The MBL-ASU History of Biology Seminar is an intensive week with annually varying topics designed for a group of no more than 25 advanced graduate students, postdoctoral associates, younger scholars, and established researchers in biology, history, philosophy, and the social sciences.
The conservation mission of zoos and aquariums is a significant part of their institutional and public heritage. This mission, however, raises a complex and intellectually rich set of historical, philosophical, scientific, and policy questions and challenges, especially as these institutions take on a greater role in biodiversity conservation efforts in the coming decades. The 2014 seminar will therefore be organized around different approaches to understanding the history and philosophy of zoos and aquariums. A special focus will be the intersection of these discussions with the wider tradition of nature conservation, as well as with other scientific and policy narratives relevant to zoological institutions and their place on a rapidly evolving conservation landscape.

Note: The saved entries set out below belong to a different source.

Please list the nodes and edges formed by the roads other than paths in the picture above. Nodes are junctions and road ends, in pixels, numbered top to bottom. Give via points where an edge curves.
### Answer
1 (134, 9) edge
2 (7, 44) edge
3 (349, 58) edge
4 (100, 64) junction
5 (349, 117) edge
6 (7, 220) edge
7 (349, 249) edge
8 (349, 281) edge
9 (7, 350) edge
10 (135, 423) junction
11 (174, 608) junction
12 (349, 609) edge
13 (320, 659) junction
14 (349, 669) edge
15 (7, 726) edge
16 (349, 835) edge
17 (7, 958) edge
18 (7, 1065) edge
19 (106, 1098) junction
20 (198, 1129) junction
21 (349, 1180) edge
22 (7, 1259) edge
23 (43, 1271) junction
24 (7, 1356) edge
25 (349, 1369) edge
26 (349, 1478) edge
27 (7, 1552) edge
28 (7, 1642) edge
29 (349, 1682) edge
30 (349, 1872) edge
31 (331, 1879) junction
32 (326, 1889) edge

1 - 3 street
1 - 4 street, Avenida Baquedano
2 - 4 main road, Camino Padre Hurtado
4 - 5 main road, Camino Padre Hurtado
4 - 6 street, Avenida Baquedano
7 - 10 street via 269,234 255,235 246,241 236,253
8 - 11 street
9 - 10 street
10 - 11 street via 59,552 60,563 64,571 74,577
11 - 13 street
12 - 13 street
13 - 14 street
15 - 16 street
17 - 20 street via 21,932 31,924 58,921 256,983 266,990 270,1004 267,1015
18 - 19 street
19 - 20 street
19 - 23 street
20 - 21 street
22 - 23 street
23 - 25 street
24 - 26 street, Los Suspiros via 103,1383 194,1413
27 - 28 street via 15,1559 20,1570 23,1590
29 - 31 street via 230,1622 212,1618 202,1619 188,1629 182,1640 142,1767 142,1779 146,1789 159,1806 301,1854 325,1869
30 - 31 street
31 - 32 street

The seminar is an excellent opportunity for graduate students studying any aspect of the history and philosophy of zoos and aquariums to learn from others with similar interests. It is also a forum in which natural and social scientists can join with historians and philosophers to study the history of science and policymaking characterizing zoo and aquarium conservation. Woods Hole is home to the nation’s oldest marine aquarium, making this an ideal venue to explore the past, present, and future of zoo and aquarium conservation in a changing world.